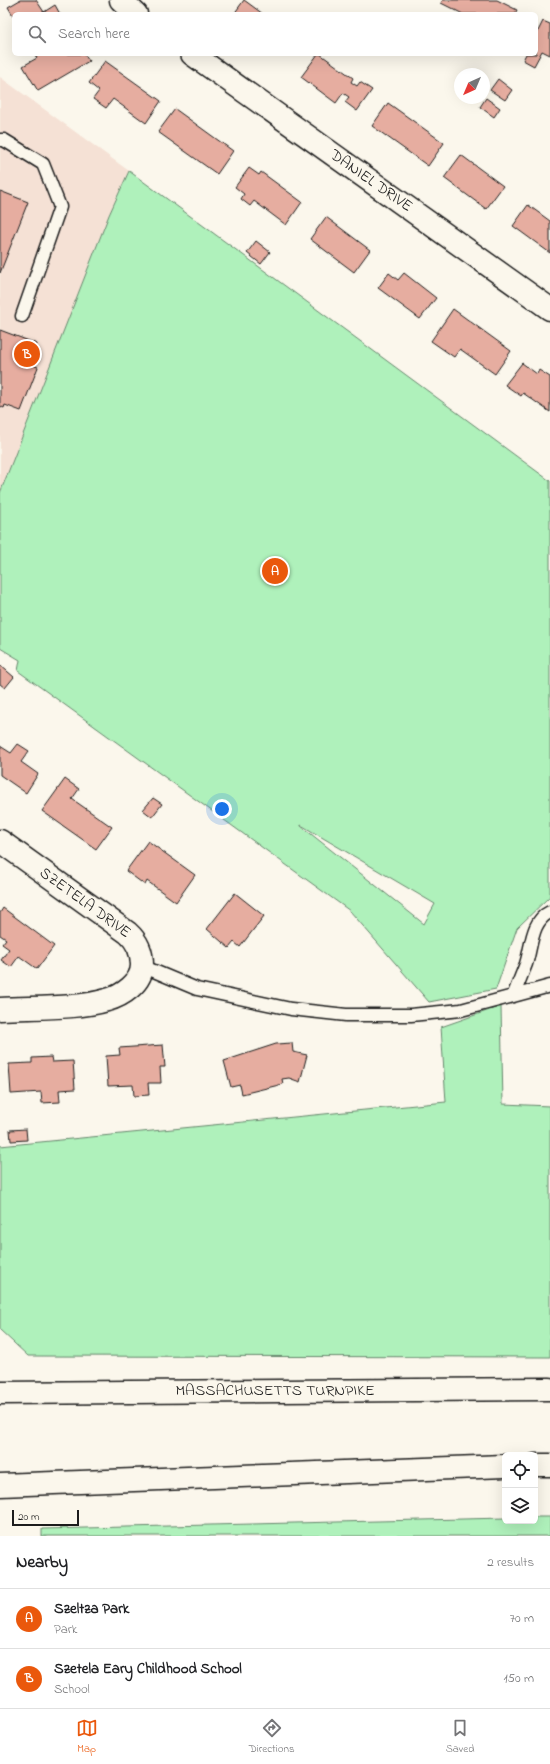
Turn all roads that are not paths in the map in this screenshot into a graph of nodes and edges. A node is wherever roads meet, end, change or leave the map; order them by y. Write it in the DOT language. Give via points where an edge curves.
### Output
graph roads {
  1 [pos="121,0"];
  2 [pos="134,12"];
  3 [pos="195,56"];
  4 [pos="0,140"];
  5 [pos="550,309"];
  6 [pos="22,316"];
  7 [pos="0,841"];
  8 [pos="550,912"];
  9 [pos="142,966"];
  10 [pos="550,986"];
  11 [pos="514,994"];
  12 [pos="0,1009"];
  13 [pos="550,1389"];
  14 [pos="0,1393"];
  15 [pos="538,1465"];
  16 [pos="550,1465"];
  17 [pos="502,1466"];
  18 [pos="0,1485"];
  1 -- 2 [label="main road"];
  3 -- 5 [label="main road, DANIEL DRIVE"];
  4 -- 6 [label="lane" via="43,164 60,207"];
  7 -- 9 [label="main road, SZETELA DRIVE" via="136,940"];
  8 -- 11 [label="lane" via="543,915 531,936 526,963"];
  9 -- 11 [label="lane" via="197,989 292,1009 346,1015 411,1015 461,1010"];
  9 -- 12 [label="main road" via="141,974 131,986 116,997 86,1004"];
  10 -- 11 [label="lane"];
  13 -- 14 [label="main road, MASSACHUSETTS TURNPIKE"];
  15 -- 16 [label="main road"];
  17 -- 18 [label="main road"];
}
• • • • • • •
**Your goal**
Excluding the pictures, reproduce every entry exactly as given.

**Completed task**
Turn all roads that are not paths in the map in this screenshot into a graph of nodes and edges. A node is wherever roads meet, end, change or leave the map; order them by y. Write it in the DOT language. Give via points where an edge curves.
### Output
graph roads {
  1 [pos="121,0"];
  2 [pos="134,12"];
  3 [pos="195,56"];
  4 [pos="0,140"];
  5 [pos="550,309"];
  6 [pos="22,316"];
  7 [pos="0,841"];
  8 [pos="550,912"];
  9 [pos="142,966"];
  10 [pos="550,986"];
  11 [pos="514,994"];
  12 [pos="0,1009"];
  13 [pos="550,1389"];
  14 [pos="0,1393"];
  15 [pos="538,1465"];
  16 [pos="550,1465"];
  17 [pos="502,1466"];
  18 [pos="0,1485"];
  1 -- 2 [label="main road"];
  3 -- 5 [label="main road, DANIEL DRIVE"];
  4 -- 6 [label="lane" via="43,164 60,207"];
  7 -- 9 [label="main road, SZETELA DRIVE" via="136,940"];
  8 -- 11 [label="lane" via="543,915 531,936 526,963"];
  9 -- 11 [label="lane" via="197,989 292,1009 346,1015 411,1015 461,1010"];
  9 -- 12 [label="main road" via="141,974 131,986 116,997 86,1004"];
  10 -- 11 [label="lane"];
  13 -- 14 [label="main road, MASSACHUSETTS TURNPIKE"];
  15 -- 16 [label="main road"];
  17 -- 18 [label="main road"];
}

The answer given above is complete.